Tatsächlich lag die Inflationsrate etwa in den 1970er-Jahren mitunter bei mehr als sieben Prozent und sorgte damit für negative Realzinsen. „Ich bin mir im klaren darüber, dass Sparern die Sache mit den realen Zinsen schwer zu vermitteln ist“, hatte der damalige EZB-Chef Mario Draghi schon 2016 seine Zinssenkungen kommentiert. „Unter dem Strich sind die realen Leitzinsen heute aber höher als vor 20 oder 30 Jahren.“ Dieser Satz gilt in seiner Absolutheit heute, gut fünf Jahre später allerdings nicht mehr.

Führt Kirchhofs Denke zu niedrigem Realzins?

Eine Orientierung am Nominalzins ist aus Bachmanns Sicht dennoch Unsinn – hier stehe jedem Sparer ein Zins von Null ja jederzeit zur Verfügung: beim simplen Horten von Bargeld. Überhaupt sieht der Ökonom das Sparen nicht als Grundrecht an: „ Dem Sparer stehen – bei entsprechender Risikoübernahme – andere Sparvehikel mit positiver Rendite zur Verfügung. Kirchhof hingegen meint, Sparer zu Aktien zu raten, wäre als ob man einen Winzer rät, doch einfach Bier zu brauen, nachdem man ihm seine Reben beschnitten hat.
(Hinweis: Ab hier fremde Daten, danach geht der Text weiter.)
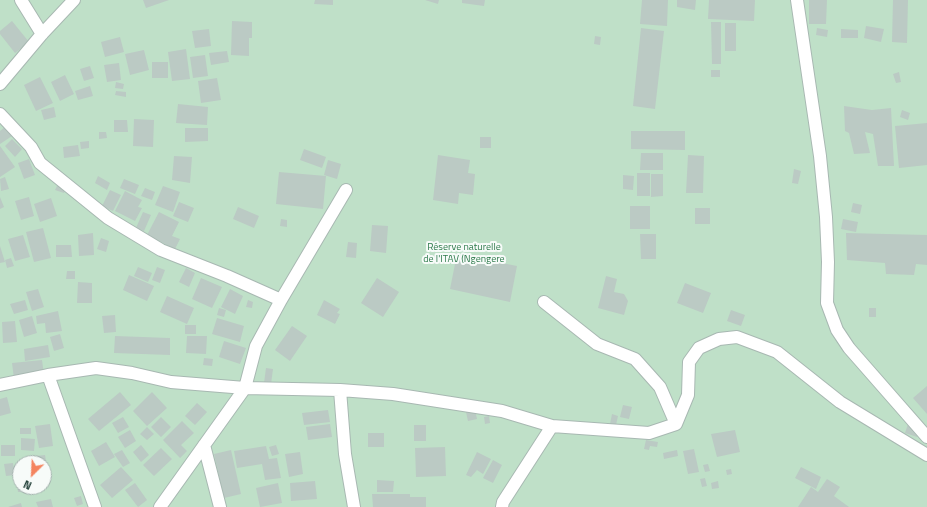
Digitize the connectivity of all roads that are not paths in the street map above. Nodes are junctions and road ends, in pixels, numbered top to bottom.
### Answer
1 (22, 0) edge
2 (74, 0) edge
3 (797, 0) edge
4 (42, 34) junction
5 (0, 84) edge
6 (0, 114) edge
7 (346, 190) dead end
8 (281, 300) junction
9 (544, 302) dead end
10 (48, 375) junction
11 (0, 385) edge
12 (245, 388) junction
13 (340, 390) junction
14 (676, 424) junction
15 (552, 426) junction
16 (927, 437) edge
17 (204, 445) junction
18 (927, 455) edge
19 (95, 507) edge
20 (160, 507) edge
21 (220, 507) edge
22 (354, 507) edge
23 (502, 507) edge

1 - 4 street
2 - 4 street
3 - 16 street
4 - 5 street
6 - 8 street
7 - 8 street
8 - 12 street
9 - 14 street
10 - 11 street
10 - 12 street
10 - 19 street
12 - 13 street
12 - 17 street
13 - 15 street
13 - 22 street
14 - 15 street
14 - 18 street
15 - 23 street
17 - 20 street
17 - 21 street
Eines findet Bachmann aber besonders unlogisch. Denn sobald die EZB, wie von Kirchhof gefordert, den Geldhahn zudreht und die Staaten keine neuen Schulden mehr machen können, dürfte die Inflation wieder deutlich steigen – mit ganz direkten Auswirkungen für die Sparer. Für Bachmann bedeutet das: „Jeder, der höhere Staatsschulden ablehnt, ist kausal mitverantwortlich ist für das niedrige Realzinsniveau.“ Also auch Kirchhof.